In our study, the duration of effect appeared to be about 6 weeks, based on objectively measured activity. This is similar to the duration of efficacy of 0.2 mg/kg IV in dogs18 of at least 4 weeks, although in the study with dogs, assessments were not performed beyond 4 weeks. In studies of humans, duration of efficacy appears to be somewhat dose dependent,10 with 100 and 200 μg/kg showing efficacy for up to 8 weeks, although the efficacy at 8 weeks appeared to have decreased compared with that at 4 weeks.19 Reported duration of efficacy depends somewhat on the design of the study and at what intervals outcome measures are collected. We designed this study such that measures of activity would be collected beyond the expected duration of action, giving us the ability to report on the duration of efficacy. We believe that the potential impact in veterinary medicine of an injection lasting approximately 6 weeks for the control of long‐term pain in the cat is very positive and clinically relevant.

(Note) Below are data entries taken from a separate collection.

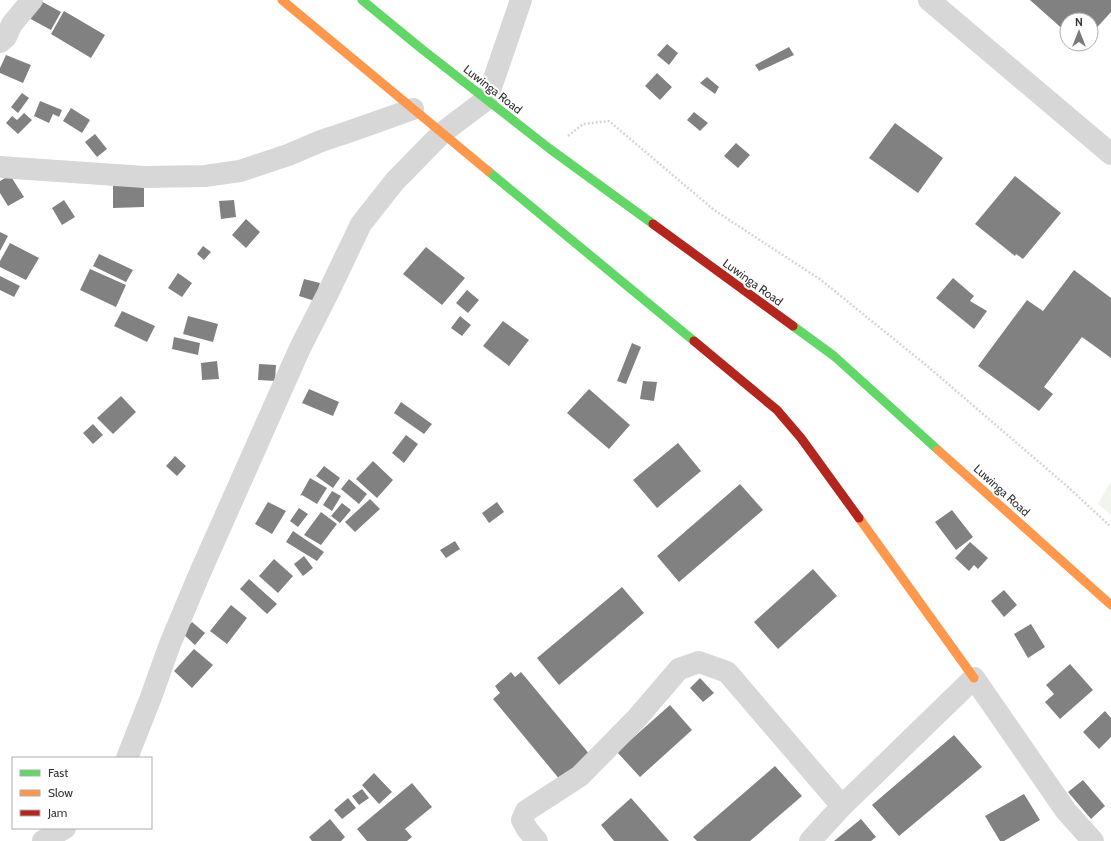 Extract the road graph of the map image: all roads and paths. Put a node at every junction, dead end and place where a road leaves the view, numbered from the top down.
1 (32, 0) edge
2 (282, 0) edge
3 (362, 0) edge
4 (521, 0) edge
5 (929, 0) edge
6 (0, 42) edge
7 (487, 99) junction
8 (413, 108) junction
9 (442, 133) junction
10 (550, 149) junction
11 (1111, 154) edge
12 (0, 167) edge
13 (1111, 527) edge
14 (1111, 605) edge
15 (974, 678) junction
16 (127, 757) edge
17 (842, 806) junction
18 (63, 829) edge
19 (43, 841) edge
20 (538, 841) edge
21 (810, 841) edge
22 (1093, 841) edge

1 - 6 street
2 - 8 main road
3 - 7 main road, Luwinga Road
4 - 7 street
5 - 11 street
7 - 9 street
7 - 10 main road, Luwinga Road
8 - 9 main road
8 - 12 street
9 - 15 main road
9 - 16 street
10 - 13 path
10 - 14 main road, Luwinga Road
15 - 17 street
15 - 22 street
17 - 20 street
17 - 21 street
18 - 19 street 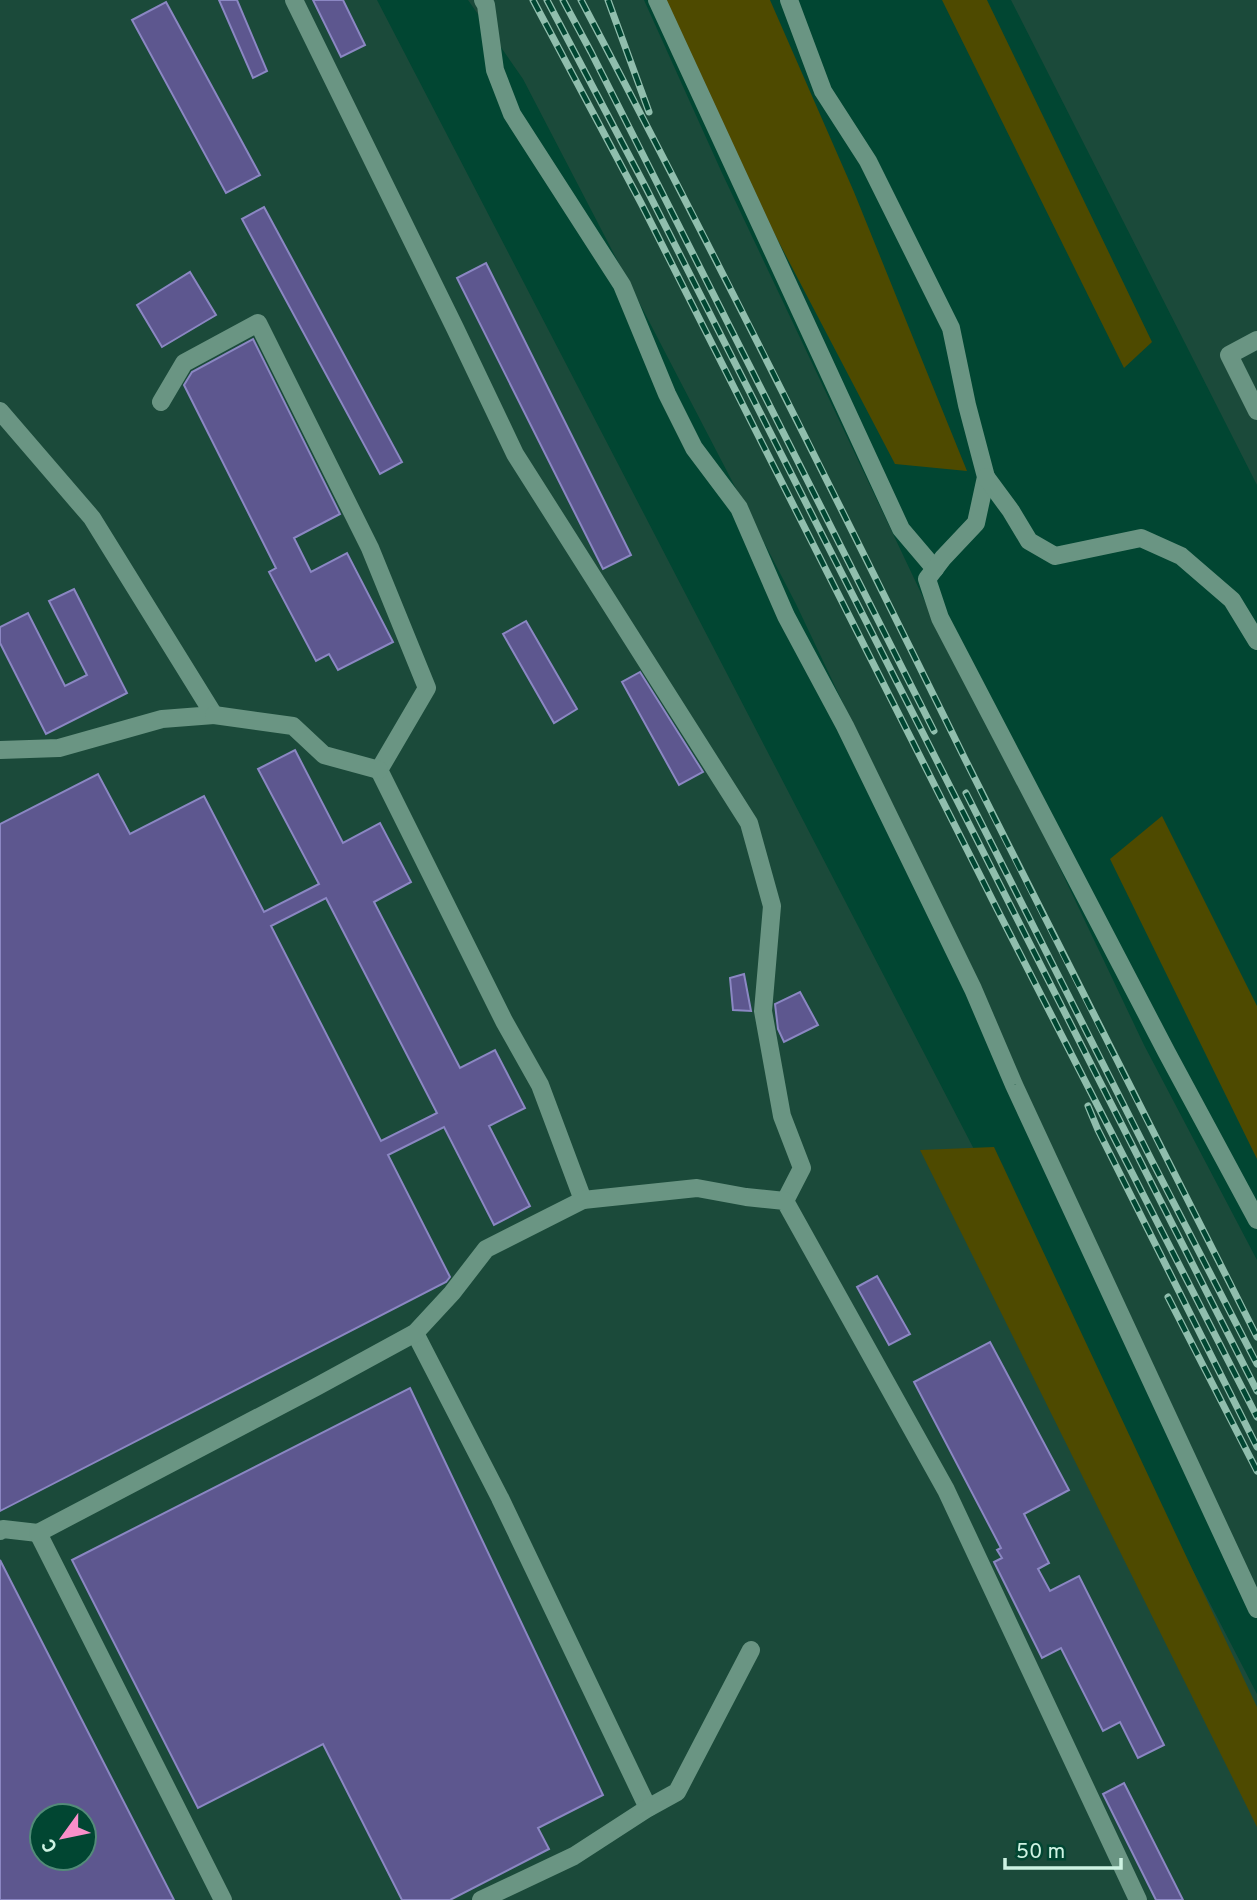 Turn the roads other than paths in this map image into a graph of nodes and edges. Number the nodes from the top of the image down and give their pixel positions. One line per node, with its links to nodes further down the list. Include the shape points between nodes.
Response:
1 (294, 0): 16 (lane, via 515,454 749,823 772,906 763,1011 782,1116 802,1168)
2 (483, 0): 21 (lane, via 495,70 512,114 622,285 694,448 739,508 786,616 973,989)
3 (657, 0): 10 (lane, via 901,529)
4 (789, 0): 9 (lane, via 823,91 868,161 951,328)
5 (1257, 340): 8 (lane, via 1229,355)
6 (161, 402): 14 (lane, via 184,363 258,323 370,548 427,688)
7 (0, 411): 12 (lane, via 92,518)
8 (1257, 411)
9 (986, 477): 10 (lane, via 976,523); 11 (lane, via 1029,541 1055,556 1141,538 1181,556 1232,600)
10 (935, 569): 17 (lane, via 927,579 940,618)
11 (1257, 640)
12 (214, 715): 13 (lane, via 162,719 59,748); 14 (lane, via 293,726 324,755)
13 (0, 750)
14 (379, 770): 15 (lane, via 540,1085)
15 (583, 1200): 16 (lane, via 697,1188); 18 (lane, via 486,1249)
16 (785, 1201): 26 (lane, via 946,1490)
17 (1257, 1220)
18 (415, 1333): 20 (lane); 23 (lane, via 500,1498)
19 (0, 1531): 20 (lane)
20 (38, 1533): 24 (lane)
21 (1257, 1609)
22 (751, 1650): 23 (lane, via 677,1792)
23 (648, 1808): 25 (lane, via 574,1856)
24 (223, 1900)
25 (481, 1900)
26 (1138, 1900) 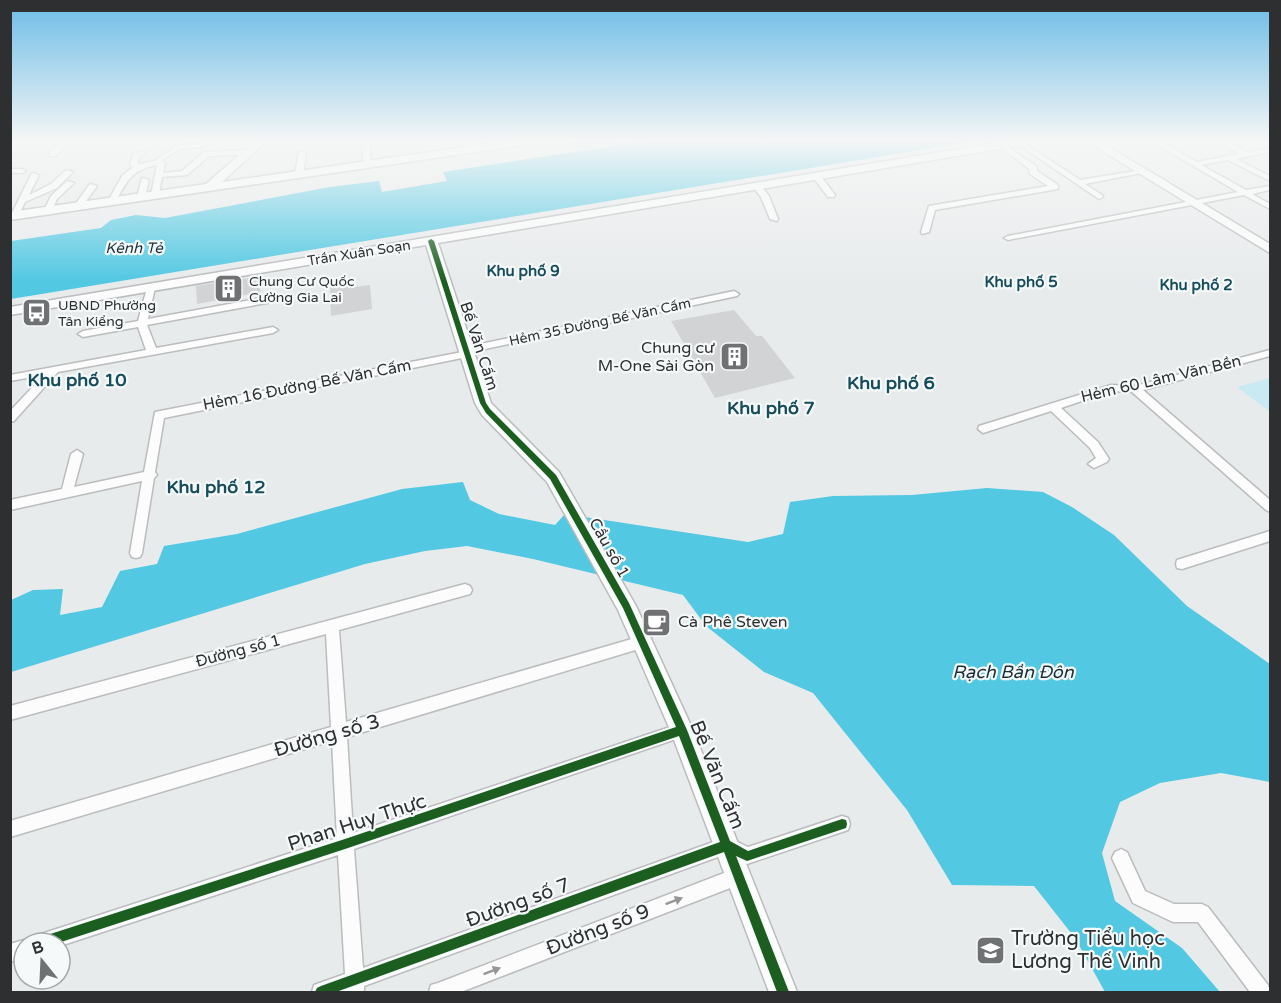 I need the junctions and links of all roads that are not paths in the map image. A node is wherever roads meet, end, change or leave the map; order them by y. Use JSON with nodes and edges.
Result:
{"nodes":[{"id":1,"x":26,"y":188,"type":"edge"},
{"id":2,"x":50,"y":188,"type":"edge"},
{"id":3,"x":62,"y":188,"type":"edge"},
{"id":4,"x":92,"y":188,"type":"edge"},
{"id":5,"x":118,"y":188,"type":"edge"},
{"id":6,"x":143,"y":188,"type":"edge"},
{"id":7,"x":157,"y":188,"type":"edge"},
{"id":8,"x":204,"y":188,"type":"edge"},
{"id":9,"x":752,"y":188,"type":"edge"},
{"id":10,"x":758,"y":188,"type":"edge"},
{"id":11,"x":825,"y":188,"type":"edge"},
{"id":12,"x":1050,"y":188,"type":"edge"},
{"id":13,"x":1085,"y":188,"type":"edge"},
{"id":14,"x":1169,"y":188,"type":"edge"},
{"id":15,"x":1237,"y":188,"type":"edge"},
{"id":16,"x":1270,"y":188,"type":"edge"},
{"id":17,"x":1246,"y":193,"type":"junction"},
{"id":18,"x":155,"y":195,"type":"junction"},
{"id":19,"x":831,"y":195,"type":"dead end"},
{"id":20,"x":141,"y":197,"type":"junction"},
{"id":21,"x":1099,"y":197,"type":"dead end"},
{"id":22,"x":112,"y":201,"type":"junction"},
{"id":23,"x":16,"y":202,"type":"edge"},
{"id":24,"x":1194,"y":203,"type":"junction"},
{"id":25,"x":78,"y":206,"type":"junction"},
{"id":26,"x":1270,"y":207,"type":"edge"},
{"id":27,"x":48,"y":210,"type":"junction"},
{"id":28,"x":13,"y":215,"type":"edge"},
{"id":29,"x":774,"y":219,"type":"dead end"},
{"id":30,"x":925,"y":232,"type":"dead end"},
{"id":31,"x":1008,"y":238,"type":"dead end"},
{"id":32,"x":431,"y":241,"type":"junction"},
{"id":33,"x":1270,"y":249,"type":"edge"},
{"id":34,"x":151,"y":288,"type":"junction"},
{"id":35,"x":734,"y":294,"type":"dead end"},
{"id":36,"x":272,"y":299,"type":"dead end"},
{"id":37,"x":10,"y":311,"type":"edge"},
{"id":38,"x":142,"y":324,"type":"junction"},
{"id":39,"x":273,"y":330,"type":"dead end"},
{"id":40,"x":83,"y":334,"type":"dead end"},
{"id":41,"x":152,"y":352,"type":"junction"},
{"id":42,"x":467,"y":352,"type":"junction"},
{"id":43,"x":1270,"y":353,"type":"edge"},
{"id":44,"x":54,"y":371,"type":"junction"},
{"id":45,"x":10,"y":378,"type":"edge"},
{"id":46,"x":1135,"y":388,"type":"junction"},
{"id":47,"x":1052,"y":406,"type":"junction"},
{"id":48,"x":10,"y":418,"type":"edge"},
{"id":49,"x":983,"y":429,"type":"dead end"},
{"id":50,"x":77,"y":454,"type":"dead end"},
{"id":51,"x":1094,"y":464,"type":"dead end"},
{"id":52,"x":151,"y":475,"type":"junction"},
{"id":53,"x":67,"y":492,"type":"junction"},
{"id":54,"x":569,"y":502,"type":"joint"},
{"id":55,"x":10,"y":505,"type":"edge"},
{"id":56,"x":1270,"y":507,"type":"edge"},
{"id":57,"x":1265,"y":538,"type":"edge"},
{"id":58,"x":1270,"y":549,"type":"edge"},
{"id":59,"x":136,"y":553,"type":"dead end"},
{"id":60,"x":1182,"y":564,"type":"dead end"},
{"id":61,"x":465,"y":590,"type":"dead end"},
{"id":62,"x":626,"y":606,"type":"joint"},
{"id":63,"x":332,"y":626,"type":"junction"},
{"id":64,"x":642,"y":642,"type":"junction"},
{"id":65,"x":10,"y":713,"type":"edge"},
{"id":66,"x":682,"y":730,"type":"junction"},
{"id":67,"x":338,"y":733,"type":"junction"},
{"id":68,"x":842,"y":824,"type":"dead end"},
{"id":69,"x":10,"y":829,"type":"edge"},
{"id":70,"x":345,"y":844,"type":"junction"},
{"id":71,"x":1121,"y":858,"type":"dead end"},
{"id":72,"x":737,"y":859,"type":"junction"},
{"id":73,"x":72,"y":933,"type":"edge"},
{"id":74,"x":355,"y":986,"type":"edge"},
{"id":75,"x":321,"y":993,"type":"edge"},
{"id":76,"x":438,"y":993,"type":"edge"},
{"id":77,"x":783,"y":993,"type":"edge"},
{"id":78,"x":1260,"y":993,"type":"edge"}],
"edges":[{"from":1,"to":23,"type":"street"},
{"from":2,"to":23,"type":"street"},
{"from":3,"to":27,"type":"street"},
{"from":4,"to":25,"type":"street"},
{"from":5,"to":22,"type":"street"},
{"from":6,"to":20,"type":"street"},
{"from":7,"to":18,"type":"street"},
{"from":8,"to":18,"type":"main road"},
{"from":9,"to":32,"type":"main road","name":"Trần Xuân Soạn"},
{"from":10,"to":29,"type":"street"},
{"from":11,"to":19,"type":"street"},
{"from":12,"to":30,"type":"street"},
{"from":13,"to":21,"type":"street"},
{"from":14,"to":24,"type":"main road"},
{"from":15,"to":17,"type":"street"},
{"from":16,"to":17,"type":"street"},
{"from":17,"to":24,"type":"street"},
{"from":17,"to":26,"type":"street"},
{"from":18,"to":20,"type":"main road"},
{"from":20,"to":22,"type":"main road"},
{"from":22,"to":25,"type":"main road"},
{"from":23,"to":28,"type":"street"},
{"from":24,"to":31,"type":"street"},
{"from":24,"to":33,"type":"main road"},
{"from":25,"to":27,"type":"main road"},
{"from":27,"to":28,"type":"main road"},
{"from":32,"to":34,"type":"main road","name":"Trần Xuân Soạn"},
{"from":32,"to":42,"type":"main road","name":"Bế Văn Cấm"},
{"from":34,"to":37,"type":"main road","name":"Trần Xuân Soạn"},
{"from":34,"to":38,"type":"street"},
{"from":35,"to":42,"type":"street","name":"Hẻm 35 Đường Bế Văn Cấm"},
{"from":36,"to":38,"type":"street"},
{"from":38,"to":40,"type":"street"},
{"from":38,"to":41,"type":"street"},
{"from":39,"to":41,"type":"street"},
{"from":41,"to":44,"type":"street"},
{"from":42,"to":52,"type":"street","name":"Hẻm 16 Đường Bế Văn Cấm"},
{"from":42,"to":54,"type":"main road","name":"Bế Văn Cấm"},
{"from":43,"to":46,"type":"street","name":"Hẻm 60 Lâm Văn Bền"},
{"from":44,"to":45,"type":"street"},
{"from":44,"to":48,"type":"street"},
{"from":46,"to":47,"type":"street","name":"Hẻm 60 Lâm Văn Bền"},
{"from":46,"to":56,"type":"street"},
{"from":47,"to":49,"type":"street","name":"Hẻm 60 Lâm Văn Bền"},
{"from":47,"to":51,"type":"street"},
{"from":50,"to":53,"type":"street"},
{"from":52,"to":53,"type":"street"},
{"from":52,"to":59,"type":"street"},
{"from":53,"to":55,"type":"street"},
{"from":54,"to":62,"type":"main road","name":"Cầu số 1"},
{"from":57,"to":58,"type":"street"},
{"from":57,"to":60,"type":"street"},
{"from":61,"to":63,"type":"street","name":"Đường số 1"},
{"from":62,"to":64,"type":"main road","name":"Bế Văn Cấm"},
{"from":63,"to":65,"type":"street","name":"Đường số 1"},
{"from":63,"to":67,"type":"street"},
{"from":64,"to":66,"type":"main road","name":"Bế Văn Cấm"},
{"from":64,"to":67,"type":"street","name":"Đường số 3"},
{"from":66,"to":70,"type":"street","name":"Phan Huy Thực"},
{"from":66,"to":72,"type":"main road","name":"Bế Văn Cấm"},
{"from":67,"to":69,"type":"street","name":"Đường số 3"},
{"from":67,"to":70,"type":"street"},
{"from":68,"to":72,"type":"street","name":"Đường số 9"},
{"from":70,"to":73,"type":"street","name":"Phan Huy Thực"},
{"from":70,"to":74,"type":"street"},
{"from":71,"to":78,"type":"street"},
{"from":72,"to":74,"type":"street","name":"Đường số 7"},
{"from":76,"to":72,"type":"street","name":"Đường số 9","one_way":true},
{"from":72,"to":77,"type":"main road","name":"Bế Văn Cấm"},
{"from":74,"to":75,"type":"street","name":"Đường số 7"}]}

Toxicity is an obvious concern, especially for novel therapeutics. In studies of humans treated with anti‐NGF antibodies, reported AEs appear to be generally mild, but, as with efficacy, dose related.10, 20 Most AEs that seem to be related to NGF antibodies appear to be related to transient changes in sensation.20 In our study with dogs, no evidence of neurologic AEs was seen17 although the study was not powered to evaluate AEs. Subsequently, we have found no effect on sensation in dogs using quantitative sensory threshold (QST) testing (unpublished observations). In this study, no neurologic AEs were seen. In the 1 cat that suffered a decrease in renal function, we found no evidence of any relationship with the monoclonal antibody treatment, given the current body of knowledge. There are no reports of renal toxicity related to anti‐NGF treatment in any species, but this will obviously remain a concern in cats given the high prevalence of chronic kidney disease in cats.3 Larger studies, including repeated administrations of treatment, are required to fully assess the safety of NV‐02 in cats. Since the preparation of this report, USAN have adopted the non‐proprietary name frunevetmab for anti‐NGF mAB NV‐02.

Conclusions

Positive treatment effects in cats with DJD‐associated pain and mobility impairment were seen with the administration of a single SC injection of NV‐02, a felinized anti‐NGF antibody. These positive effects lasted up to 6 weeks, measured by objective activity evaluation. NV‐02 appears to offer great promise as a treatment for long‐term pain alleviation in cats with chronic DJD‐associated pain. Further clinical studies are warranted.